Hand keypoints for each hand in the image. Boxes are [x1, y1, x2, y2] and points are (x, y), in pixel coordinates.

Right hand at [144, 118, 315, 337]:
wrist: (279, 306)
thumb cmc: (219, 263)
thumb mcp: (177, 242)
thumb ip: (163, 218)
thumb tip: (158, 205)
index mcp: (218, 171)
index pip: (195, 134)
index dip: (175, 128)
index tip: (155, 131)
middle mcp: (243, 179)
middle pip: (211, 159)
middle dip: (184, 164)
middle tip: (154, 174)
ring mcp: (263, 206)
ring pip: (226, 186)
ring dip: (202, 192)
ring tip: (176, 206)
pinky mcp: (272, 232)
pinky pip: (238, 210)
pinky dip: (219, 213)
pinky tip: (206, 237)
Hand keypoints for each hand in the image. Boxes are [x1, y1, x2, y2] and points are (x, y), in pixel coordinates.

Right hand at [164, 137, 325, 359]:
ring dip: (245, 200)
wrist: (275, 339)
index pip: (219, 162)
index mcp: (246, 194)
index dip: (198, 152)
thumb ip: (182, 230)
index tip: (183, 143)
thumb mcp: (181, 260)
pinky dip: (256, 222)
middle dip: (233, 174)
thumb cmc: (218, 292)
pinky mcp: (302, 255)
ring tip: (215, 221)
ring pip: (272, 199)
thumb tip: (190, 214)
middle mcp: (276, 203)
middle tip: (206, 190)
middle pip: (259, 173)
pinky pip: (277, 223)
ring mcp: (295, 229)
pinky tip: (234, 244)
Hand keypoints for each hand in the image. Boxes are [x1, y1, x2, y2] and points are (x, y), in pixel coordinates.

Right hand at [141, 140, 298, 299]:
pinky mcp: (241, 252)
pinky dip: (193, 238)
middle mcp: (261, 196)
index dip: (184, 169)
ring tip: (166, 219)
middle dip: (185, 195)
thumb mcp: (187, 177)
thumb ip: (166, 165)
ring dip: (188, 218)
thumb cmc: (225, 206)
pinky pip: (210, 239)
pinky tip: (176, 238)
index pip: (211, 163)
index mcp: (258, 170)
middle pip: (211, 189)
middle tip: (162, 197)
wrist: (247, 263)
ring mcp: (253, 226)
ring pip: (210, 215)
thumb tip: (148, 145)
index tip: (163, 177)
...
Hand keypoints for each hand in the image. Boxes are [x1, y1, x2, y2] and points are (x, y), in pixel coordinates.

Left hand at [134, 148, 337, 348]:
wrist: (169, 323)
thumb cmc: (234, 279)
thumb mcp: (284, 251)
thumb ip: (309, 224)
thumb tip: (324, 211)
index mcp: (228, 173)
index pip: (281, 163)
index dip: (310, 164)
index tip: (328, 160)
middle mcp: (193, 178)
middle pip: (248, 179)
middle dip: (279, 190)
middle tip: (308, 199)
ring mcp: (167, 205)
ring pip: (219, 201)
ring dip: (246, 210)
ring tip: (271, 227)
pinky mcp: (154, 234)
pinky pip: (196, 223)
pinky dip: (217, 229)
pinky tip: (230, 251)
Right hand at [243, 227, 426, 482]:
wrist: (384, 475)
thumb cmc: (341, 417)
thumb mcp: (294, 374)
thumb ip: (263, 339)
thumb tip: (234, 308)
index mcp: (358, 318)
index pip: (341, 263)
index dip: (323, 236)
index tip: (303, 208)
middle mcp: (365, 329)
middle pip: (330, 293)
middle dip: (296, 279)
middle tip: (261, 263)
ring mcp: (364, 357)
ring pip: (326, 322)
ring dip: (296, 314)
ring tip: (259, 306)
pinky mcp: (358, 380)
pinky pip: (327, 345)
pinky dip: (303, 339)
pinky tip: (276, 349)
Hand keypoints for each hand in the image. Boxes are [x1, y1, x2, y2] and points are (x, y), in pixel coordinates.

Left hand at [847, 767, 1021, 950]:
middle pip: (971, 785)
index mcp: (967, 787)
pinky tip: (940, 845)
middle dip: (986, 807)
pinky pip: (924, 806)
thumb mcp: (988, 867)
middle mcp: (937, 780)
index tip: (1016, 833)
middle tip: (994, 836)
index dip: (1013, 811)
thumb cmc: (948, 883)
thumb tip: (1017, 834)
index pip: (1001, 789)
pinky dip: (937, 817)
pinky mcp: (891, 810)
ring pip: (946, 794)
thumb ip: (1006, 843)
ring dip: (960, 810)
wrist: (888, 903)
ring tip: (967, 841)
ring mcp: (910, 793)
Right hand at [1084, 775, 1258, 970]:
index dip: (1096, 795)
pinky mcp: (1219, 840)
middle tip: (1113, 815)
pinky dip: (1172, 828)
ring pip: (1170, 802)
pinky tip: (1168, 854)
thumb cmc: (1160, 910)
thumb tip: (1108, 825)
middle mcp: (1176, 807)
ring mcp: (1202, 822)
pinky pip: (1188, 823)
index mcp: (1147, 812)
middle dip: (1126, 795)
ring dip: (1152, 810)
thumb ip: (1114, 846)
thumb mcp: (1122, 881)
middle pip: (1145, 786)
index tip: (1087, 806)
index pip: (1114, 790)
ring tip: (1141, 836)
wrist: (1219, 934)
* * *
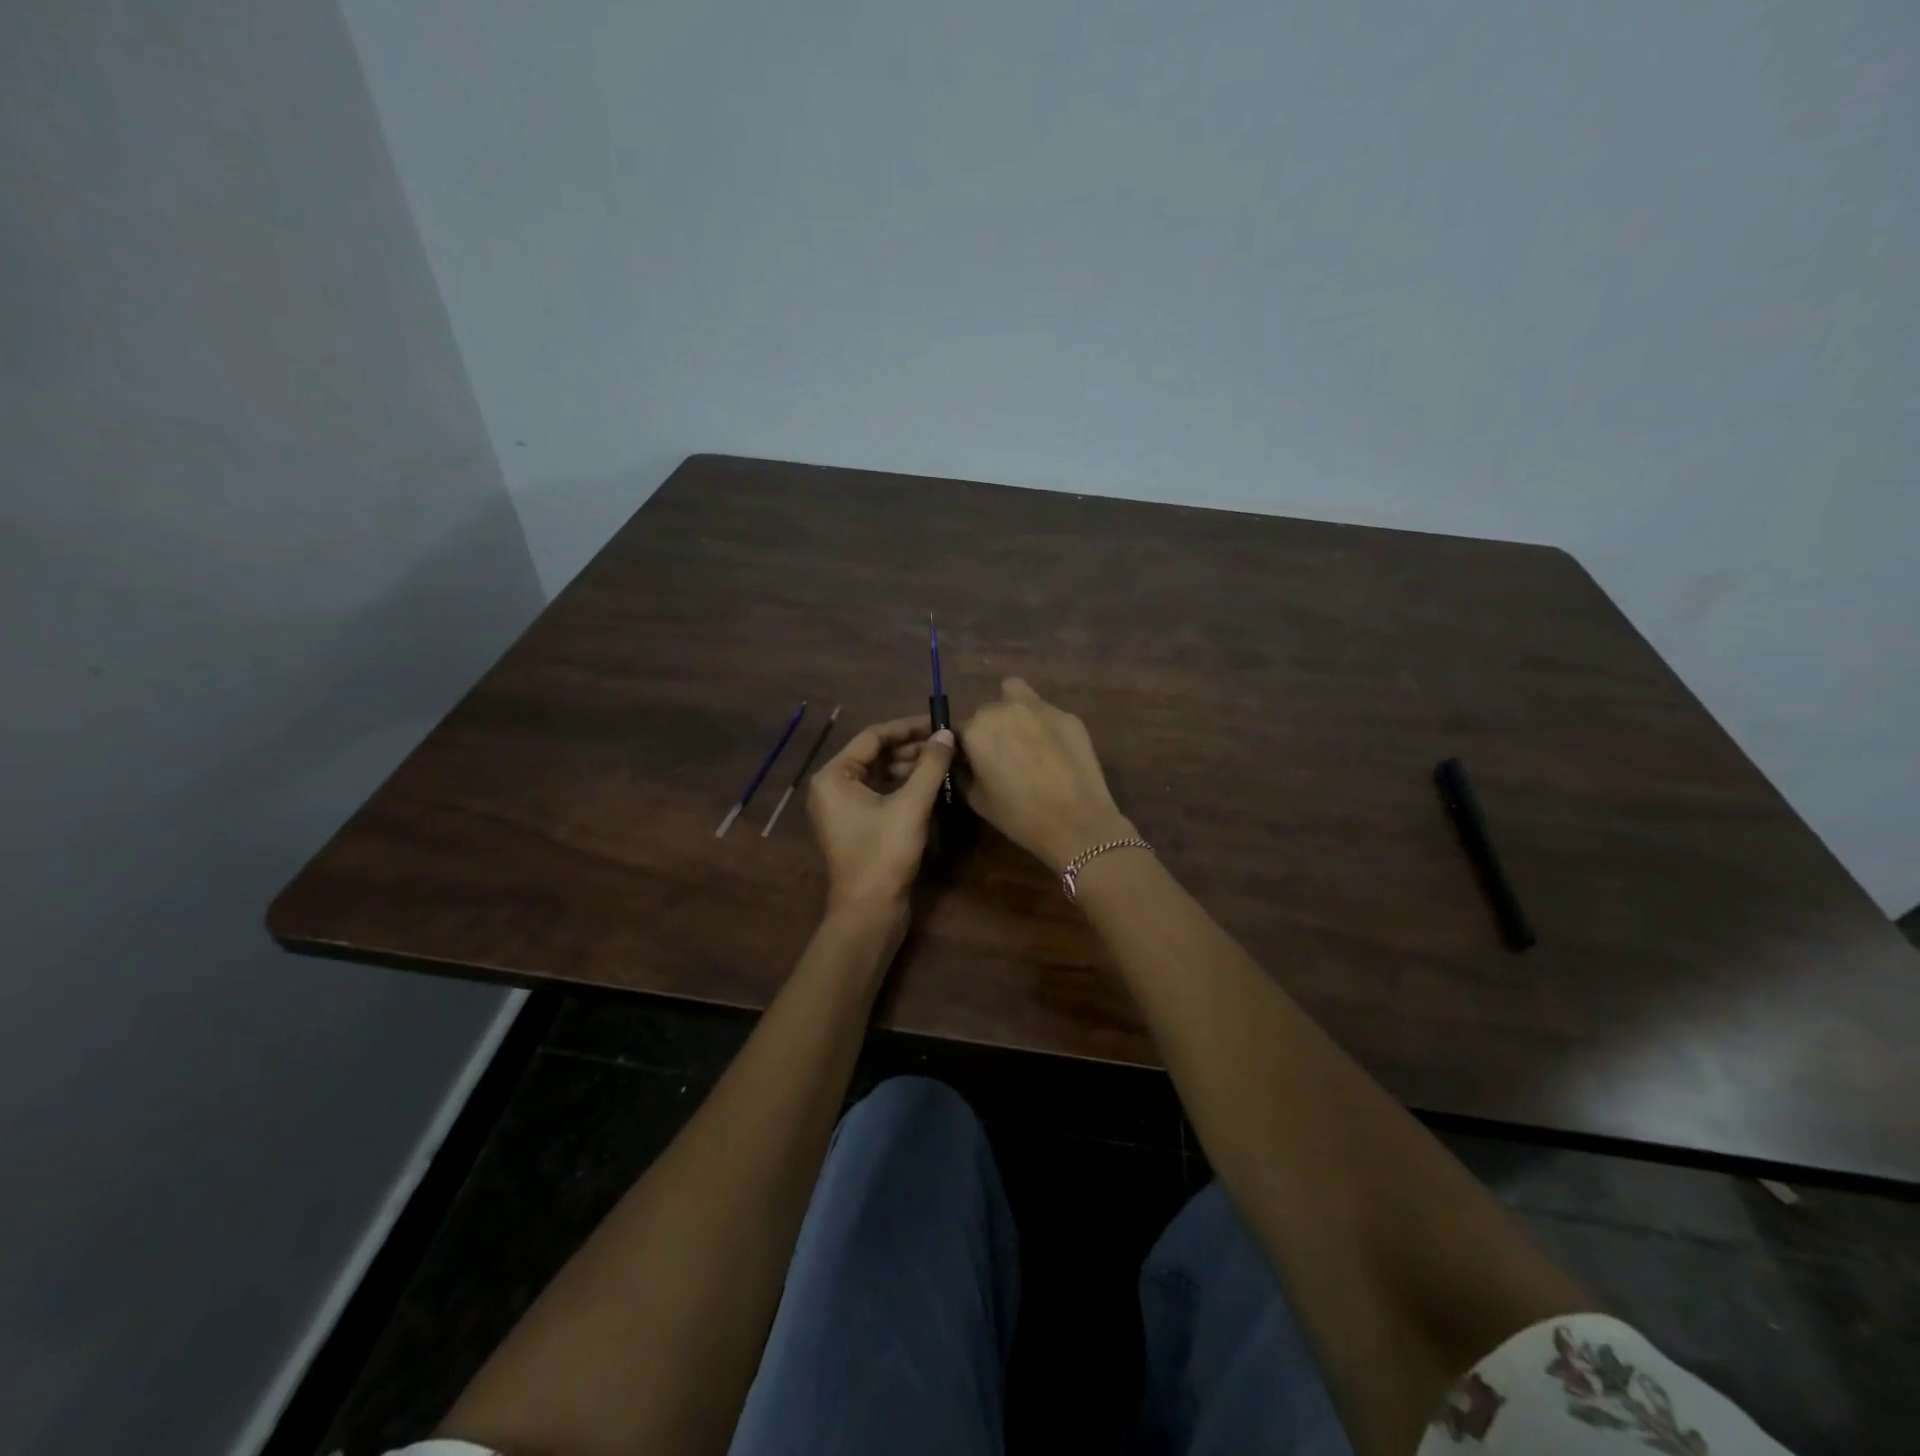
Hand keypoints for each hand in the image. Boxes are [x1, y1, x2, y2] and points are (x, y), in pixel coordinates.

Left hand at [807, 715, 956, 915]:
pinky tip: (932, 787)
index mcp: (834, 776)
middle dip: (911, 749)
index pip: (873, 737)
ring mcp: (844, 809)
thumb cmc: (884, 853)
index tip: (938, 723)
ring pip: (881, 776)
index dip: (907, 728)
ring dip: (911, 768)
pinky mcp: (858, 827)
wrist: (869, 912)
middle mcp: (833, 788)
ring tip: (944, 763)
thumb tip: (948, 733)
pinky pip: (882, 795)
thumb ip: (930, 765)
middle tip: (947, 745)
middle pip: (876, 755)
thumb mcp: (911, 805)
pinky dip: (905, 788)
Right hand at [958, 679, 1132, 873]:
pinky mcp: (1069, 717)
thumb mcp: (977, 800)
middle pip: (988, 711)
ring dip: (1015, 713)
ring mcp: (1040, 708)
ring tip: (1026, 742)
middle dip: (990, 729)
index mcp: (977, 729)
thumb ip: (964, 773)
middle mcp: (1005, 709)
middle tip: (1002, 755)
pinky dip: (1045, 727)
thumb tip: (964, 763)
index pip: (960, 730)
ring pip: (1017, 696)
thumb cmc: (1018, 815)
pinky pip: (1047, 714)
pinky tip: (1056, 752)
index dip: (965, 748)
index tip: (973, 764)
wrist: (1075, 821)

### The task
Copy out, exactly and alone, the lines of the entries above between the ones holding "middle mcp: (937, 780)" and "wrist: (1219, 934)", inclusive.

### Answer box
middle mcp: (937, 780)
index tip: (1016, 833)
middle tip: (994, 836)
index dip: (1013, 811)
thumb cmc: (948, 883)
thumb tip: (1017, 834)
index pip: (1001, 789)
pinky dip: (937, 817)
pinky mcp: (891, 810)
ring pip: (946, 794)
thumb ip: (1006, 843)
ring dip: (960, 810)
wrist: (888, 903)
ring tip: (967, 841)
ring mcp: (910, 793)
Right hand at [1084, 775, 1258, 970]:
index dip: (1096, 795)
pinky mcp: (1219, 840)
middle tip: (1113, 815)
pinky dip: (1172, 828)
ring pip: (1170, 802)
pinky tip: (1168, 854)
thumb cmc: (1160, 910)
thumb tip: (1108, 825)
middle mcp: (1176, 807)
ring mcp: (1202, 822)
pinky pip: (1188, 823)
index mcp: (1147, 812)
middle dip: (1126, 795)
ring dip: (1152, 810)
thumb ip: (1114, 846)
thumb mcp: (1122, 881)
middle pip: (1145, 786)
index tip: (1087, 806)
index pip: (1114, 790)
ring tip: (1141, 836)
wrist: (1219, 934)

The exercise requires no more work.